Thinking of getting a new desktop able to run opencl… does opencl improve speed of setting parametric masks?
My current home desktop NUC running linux is now about five-six years old and works well enough for pretty much everything I do day-to-day other than darktable (especially parametric masks). General rendering isn’t so bad - nor most of the modules (5-10sec). But masks are definitely a “go get coffee” activity at times (often 40sec+).
Online - Opencl seems to help with many benchmarks showing improvements for complete image rendering compared to just CPU. But I don’t see times for individual actions like parametric masks. Likewise it seems in many cases Opencl is actually slower than CPU.

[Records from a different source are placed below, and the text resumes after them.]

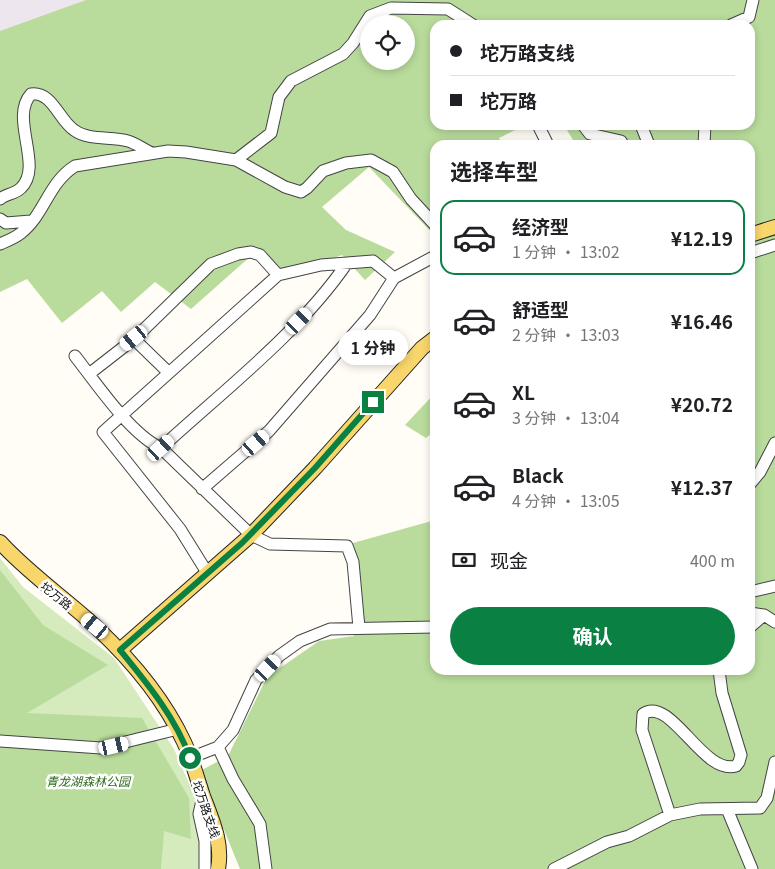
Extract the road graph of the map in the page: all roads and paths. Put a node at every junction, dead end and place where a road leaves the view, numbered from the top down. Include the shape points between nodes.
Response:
1 (753, 0) edge
2 (465, 20) edge
3 (742, 20) edge
4 (587, 130) edge
5 (613, 140) edge
6 (153, 153) junction
7 (236, 160) junction
8 (0, 199) edge
9 (0, 219) edge
10 (430, 220) edge
11 (31, 221) junction
12 (775, 227) edge
13 (755, 233) edge
14 (0, 244) edge
15 (775, 245) edge
16 (755, 251) edge
17 (430, 259) edge
18 (347, 263) junction
19 (278, 275) junction
20 (394, 278) junction
21 (134, 338) junction
22 (430, 342) edge
23 (75, 356) dead end
24 (168, 372) junction
25 (89, 374) junction
26 (122, 414) junction
27 (775, 442) edge
28 (161, 448) junction
29 (755, 478) edge
30 (202, 488) junction
31 (251, 535) junction
32 (0, 542) edge
33 (208, 574) junction
34 (775, 586) edge
35 (755, 591) edge
36 (755, 614) edge
37 (764, 615) junction
38 (775, 622) edge
39 (755, 623) edge
40 (430, 627) edge
41 (359, 628) junction
42 (120, 650) junction
43 (720, 675) edge
44 (178, 730) junction
45 (0, 741) edge
46 (218, 747) junction
47 (190, 758) junction
48 (775, 762) edge
49 (203, 796) junction
50 (727, 810) junction
51 (670, 815) junction
52 (205, 869) edge
53 (218, 869) edge
54 (266, 869) edge
55 (554, 869) edge
56 (752, 869) edge

1 - 3 street via 749,17
2 - 7 street via 448,9 391,8 370,16 354,43 343,54 291,81 279,97 271,133
4 - 5 street via 590,134
6 - 7 street via 186,152
6 - 8 street via 129,141 91,136 74,130 45,97 31,94 22,108 28,179 16,192
6 - 11 street via 76,166 64,173 54,185
7 - 10 street via 285,188 301,192 323,171 346,163 371,160 393,172
9 - 11 street via 6,223
11 - 14 street via 21,233
12 - 13 main road
15 - 16 street
17 - 20 street
18 - 19 street via 321,264
18 - 20 street via 373,261
18 - 28 street via 330,288 288,332
19 - 21 street via 260,255 251,252 211,264
19 - 24 street
20 - 30 street via 370,315 276,424
21 - 24 street
21 - 25 street
22 - 31 main road
23 - 25 street
24 - 26 street
25 - 26 street
26 - 28 street via 152,444
26 - 33 street via 104,432 106,438 180,529
27 - 29 street
28 - 30 street
30 - 31 street
31 - 33 main road
31 - 41 street via 270,544 347,546 352,562
32 - 42 main road, 坨万路 via 23,567
33 - 42 main road
34 - 35 street
36 - 37 street
37 - 38 street
37 - 39 street
40 - 41 street
41 - 46 street via 330,629 300,641 280,656 256,680 232,730
42 - 44 main road, 坨万路支线
43 - 51 street via 740,755 736,766 720,766 680,728 655,710 643,714 642,730
44 - 45 street via 101,748
44 - 47 main road, 坨万路支线
46 - 47 street
46 - 54 street via 232,779 260,824
47 - 49 main road, 坨万路支线
48 - 50 street via 763,805 756,810
49 - 52 street via 199,814 205,841
49 - 53 main road, 坨万路支线 via 220,846
50 - 51 street via 700,809
50 - 56 street
51 - 55 street

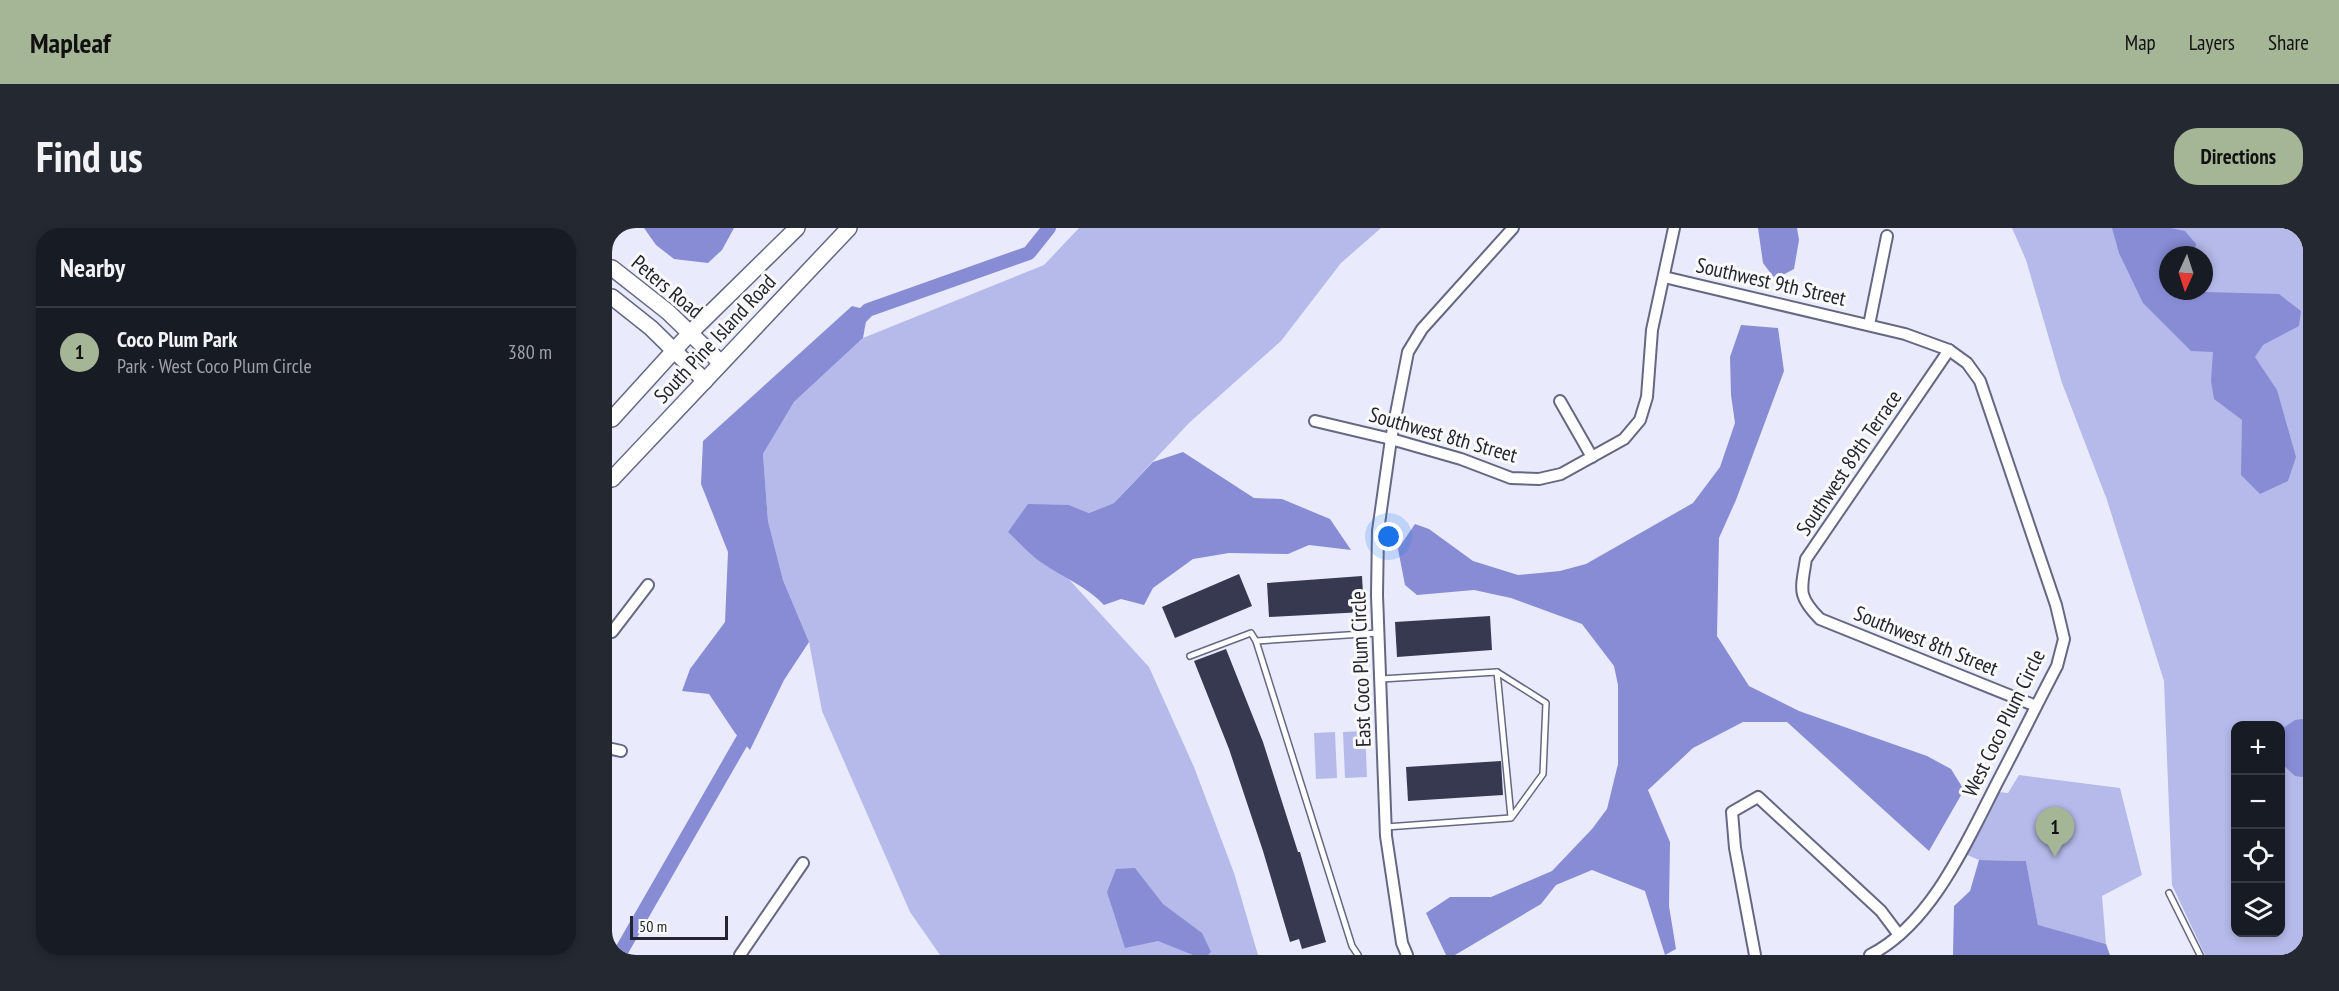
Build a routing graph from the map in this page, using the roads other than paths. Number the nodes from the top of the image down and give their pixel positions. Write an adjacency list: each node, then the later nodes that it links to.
1 (797, 228): 10 (main road, South Pine Island Road)
2 (849, 228): 13 (main road, South Pine Island Road)
3 (1513, 228): 18 (street, East Coco Plum Circle)
4 (1674, 228): 7 (street)
5 (1887, 236): 9 (street)
6 (612, 268): 10 (main road, Peters Road)
7 (1664, 277): 9 (street, Southwest 9th Street); 19 (street, Southwest 8th Street)
8 (612, 297): 11 (main road, Peters Road)
9 (1869, 325): 12 (street, Southwest 9th Street)
10 (690, 333): 11 (main road, South Pine Island Road); 13 (main road, Peters Road)
11 (675, 350): 14 (main road, Peters Road); 16 (main road, South Pine Island Road)
12 (1949, 350): 22 (street, Southwest 89th Terrace); 29 (street, West Coco Plum Circle)
13 (721, 363): 14 (main road, South Pine Island Road)
14 (705, 381): 20 (main road, South Pine Island Road)
15 (1560, 401): 19 (street)
16 (612, 419)
17 (1314, 421): 18 (street, Southwest 8th Street)
18 (1391, 439): 19 (street, Southwest 8th Street); 24 (street, East Coco Plum Circle)
19 (1592, 457)
20 (612, 479)
21 (648, 585): 23 (street)
22 (1806, 604): 29 (street, Southwest 8th Street)
23 (612, 632)
24 (1378, 633): 25 (lane); 28 (street, East Coco Plum Circle)
25 (1256, 641): 26 (lane); 36 (lane)
26 (1190, 656)
27 (1497, 672): 28 (lane); 30 (lane); 30 (lane)
28 (1381, 679): 31 (street, East Coco Plum Circle)
29 (2036, 706): 34 (street, West Coco Plum Circle)
30 (1511, 818): 31 (lane)
31 (1386, 827): 37 (street, East Coco Plum Circle)
32 (803, 862): 35 (street)
33 (2169, 893): 40 (lane)
34 (1899, 934): 38 (street); 39 (street, West Coco Plum Circle)
35 (740, 955)
36 (1358, 955)
37 (1407, 955)
38 (1755, 955)
39 (1870, 955)
40 (2200, 955)

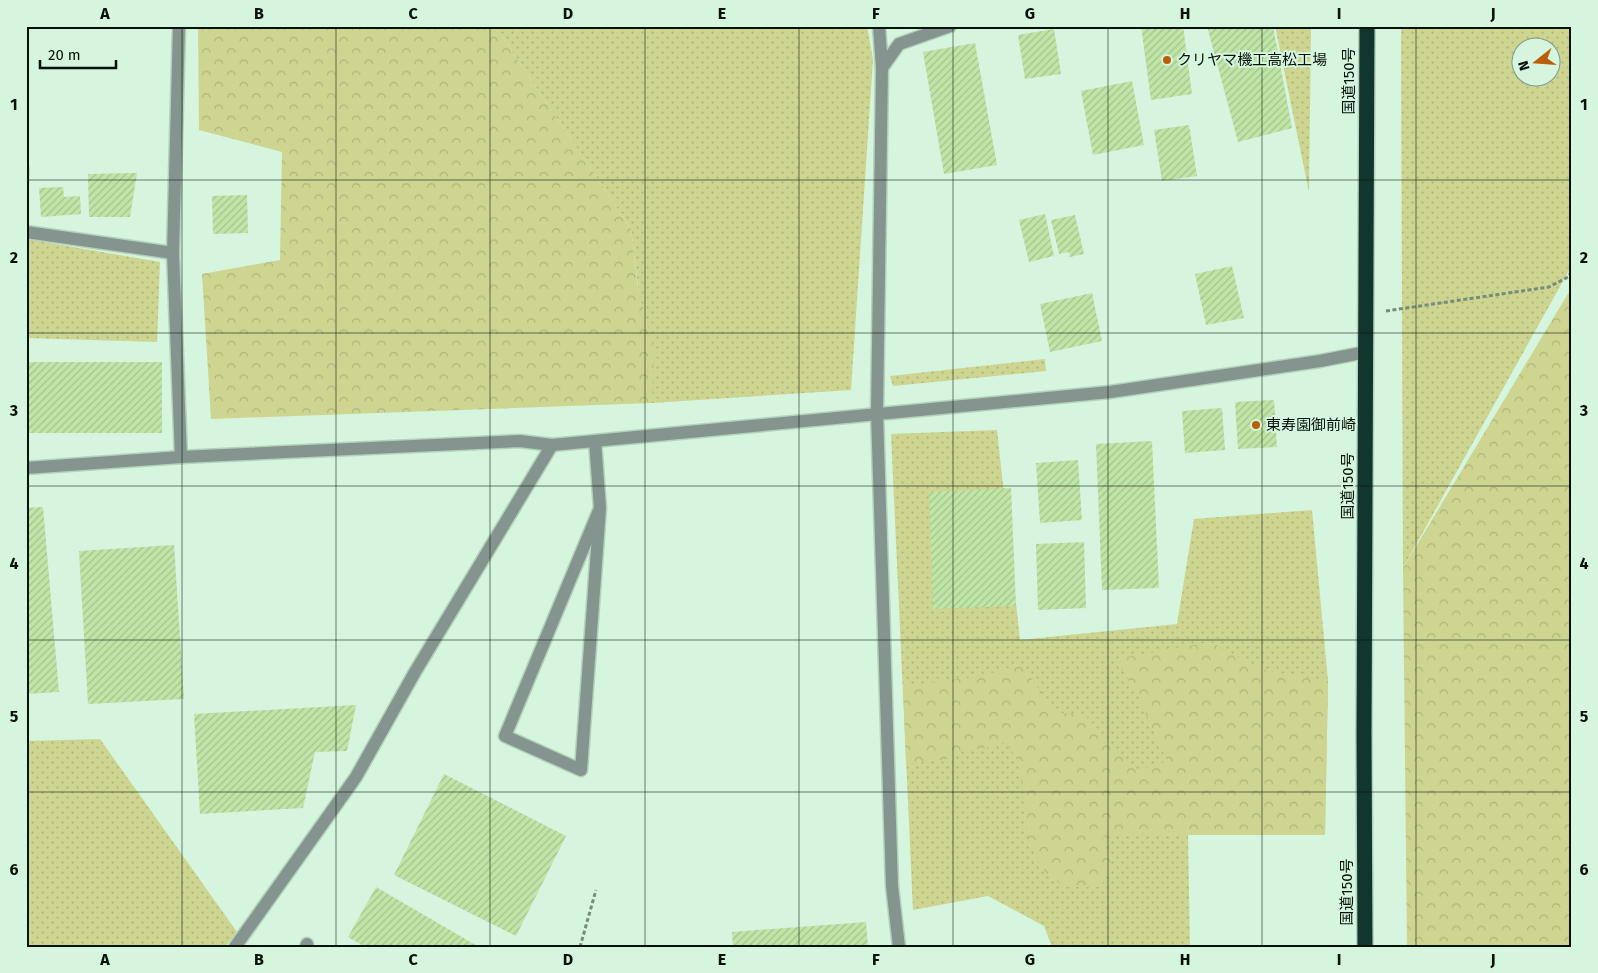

One of the main recommendations online is getting a suitable Opencl card with enough memory to fully store the processed raw… how to I work out the required amount? Or do I just assume that anything over a few GB is enough?
As I don’t have a chance to “try-before-you-buy” - looking for feedback before I commit. Any comments on experience appreciated.
I am unsure about parametric masks which have never really slowed my machines, but the diffuse or sharpen module really needs OpenCl for decent performance. Others may be able to add more weight to this.
I don’t think opencl will help masking directly, but opencl will take a lot of load off your CPU and everything feels faster with it. If you’re getting a new system, I’d recommend at least 8 GB of ram on the GPU. I have a 4GB card and with 24Mpx files sometimes it still falls back to CPU and you can really tell.
Doesn’t every change to a parametric mask trigger a reprocessing of the complete pipline? I would guess opencl should therefore have a pleasant impact on working with masks.
changing a parametric mask results in changing something in the image using the module the mask is applied. So the input for subsequent modules in the pipe changes and they need to be reprocessed
What I can tell you is that until 2021 I used a machine with Core2 Duo CPU, 4 GB RAM – and an NVidia 1060 card with 6 GB memory that I still have today. The GPU meant a huge difference, keeping darktable usable on that ancient computer. Even today, with the Ryzen 5 5600X CPU, the modest GPU often brings a 5x speed-up when compared to the CPU.
So it seems that even though opencl may not directly affect or improve parametric mask setting speed. Because a parametric mask relies on the previous module processing stack - it will have an influence. Anecdotal evidence suggests that - that alone has a significant impact on usefulness.
From anecdotal evidence for 24Mpx raw images any video card with RAM greater than 6GB seems to be OK.
Again - thanks for everyone’s input - much appreciated.
Not all cards are created equally and beyond that maybe often overlooked is the OS support and driver… bad driver can really mess things up… so you can’t just go by the amount of ram on the card… also many cards have the same amount of Ram but much faster so there are lots of elements to consider for a card selection…
Likely fine if you are running Win OS but for Linux I can’t say… drivers for video cards and opencl seem a bit less straightforward but I also don’t have too much experience dealing with drivers in Linux so take it with a grain of salt…
And there are different types so all part of that lots of elements. I am not sure to what extent cuda cores vs tensor cores vs rt cores contribute to processing in DT.
Warning acknowledged - I’ll have to do some googling and try to make a decision.
At home I only run Linux - it does seem to be a corner case to use Linux & opencl for darktable/blender/Davinci Resolve etc… I’ve found some step-by-step instructions for opencl on Linux for blender or Davinci Resolve so I’m happy that with a opencl card that is now one-to-two years old there is probably a reasonable chance to get it working - but I appreciate that it probably won’t be plug-n-play.
It would appear the only way is to test-it-&-see… unfortunately.